# Task data

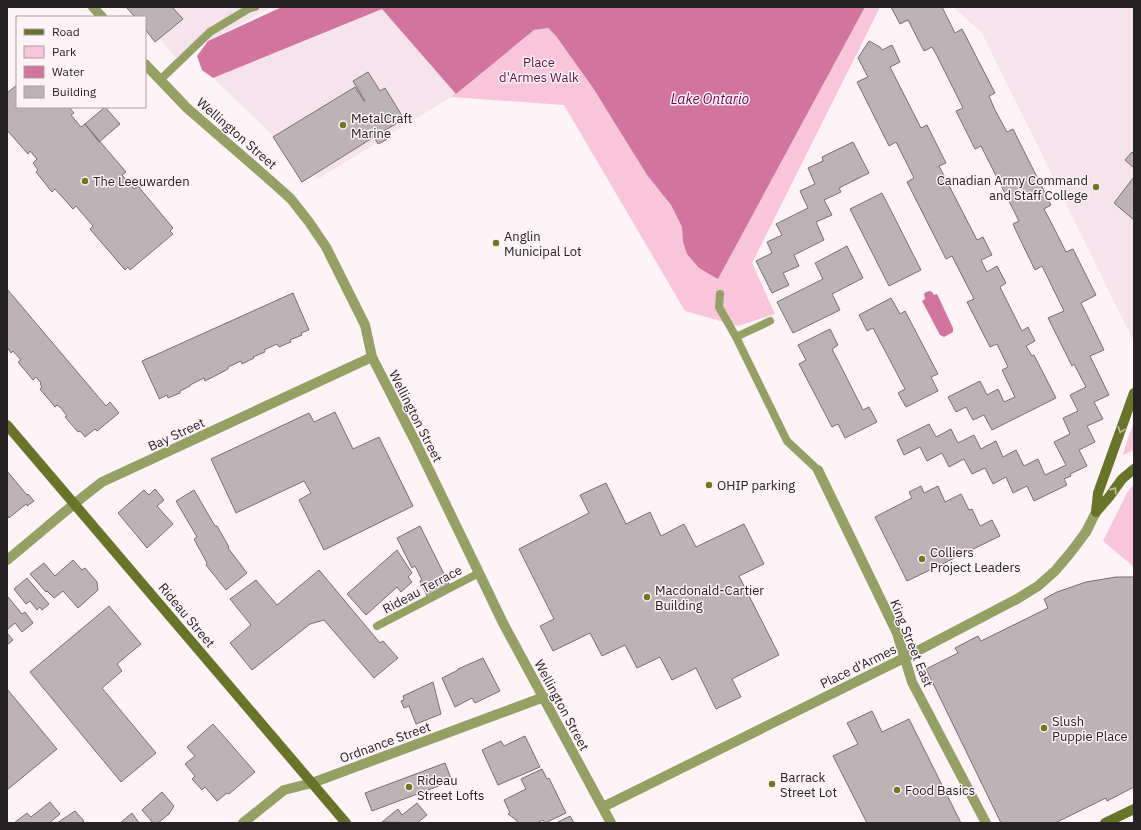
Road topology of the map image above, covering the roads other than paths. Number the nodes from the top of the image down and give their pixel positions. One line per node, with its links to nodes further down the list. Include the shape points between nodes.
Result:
1 (93, 7): 3 (street)
2 (250, 8): 5 (lane, via 210,32)
3 (101, 16)
4 (146, 65): 5 (street, Wellington Street)
5 (160, 80): 9 (street, Wellington Street, via 187,108 286,194 309,222 326,247 366,325)
6 (720, 294): 8 (lane, via 719,307)
7 (770, 321): 8 (lane)
8 (736, 337): 13 (lane, via 787,441)
9 (372, 357): 14 (street, Bay Street, via 102,482); 17 (street, Wellington Street)
10 (1134, 393): 15 (street, one-way to 15, via 1098,494)
11 (7, 425): 14 (street, Rideau Street)
12 (1134, 469): 15 (street, one-way to 12, via 1122,479)
13 (818, 470): 19 (street, King Street East, via 897,633)
14 (74, 503): 16 (street, Bay Street); 21 (street, Rideau Street)
15 (1096, 512): 19 (street, Place d'Armes, via 1072,552 1038,586)
16 (7, 560)
17 (478, 573): 18 (lane, Rideau Terrace); 20 (street, Wellington Street)
18 (377, 626)
19 (904, 658): 22 (street, Place d'Armes); 27 (street, King Street East, via 912,682)
20 (544, 697): 21 (street, Ordnance Street); 22 (street, Wellington Street)
21 (312, 783): 24 (street, Ordnance Street, via 284,790); 25 (street, Rideau Street)
22 (603, 807): 26 (street, Wellington Street)
23 (1134, 809): 28 (street)
24 (243, 823)
25 (346, 823)
26 (611, 823)
27 (986, 823)
28 (1105, 823)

# What to do
Everything above except the pictures must be restated exactly.

# Solution to the problem
Road topology of the map image above, covering the roads other than paths. Number the nodes from the top of the image down and give their pixel positions. One line per node, with its links to nodes further down the list. Include the shape points between nodes.
Result:
1 (93, 7): 3 (street)
2 (250, 8): 5 (lane, via 210,32)
3 (101, 16)
4 (146, 65): 5 (street, Wellington Street)
5 (160, 80): 9 (street, Wellington Street, via 187,108 286,194 309,222 326,247 366,325)
6 (720, 294): 8 (lane, via 719,307)
7 (770, 321): 8 (lane)
8 (736, 337): 13 (lane, via 787,441)
9 (372, 357): 14 (street, Bay Street, via 102,482); 17 (street, Wellington Street)
10 (1134, 393): 15 (street, one-way to 15, via 1098,494)
11 (7, 425): 14 (street, Rideau Street)
12 (1134, 469): 15 (street, one-way to 12, via 1122,479)
13 (818, 470): 19 (street, King Street East, via 897,633)
14 (74, 503): 16 (street, Bay Street); 21 (street, Rideau Street)
15 (1096, 512): 19 (street, Place d'Armes, via 1072,552 1038,586)
16 (7, 560)
17 (478, 573): 18 (lane, Rideau Terrace); 20 (street, Wellington Street)
18 (377, 626)
19 (904, 658): 22 (street, Place d'Armes); 27 (street, King Street East, via 912,682)
20 (544, 697): 21 (street, Ordnance Street); 22 (street, Wellington Street)
21 (312, 783): 24 (street, Ordnance Street, via 284,790); 25 (street, Rideau Street)
22 (603, 807): 26 (street, Wellington Street)
23 (1134, 809): 28 (street)
24 (243, 823)
25 (346, 823)
26 (611, 823)
27 (986, 823)
28 (1105, 823)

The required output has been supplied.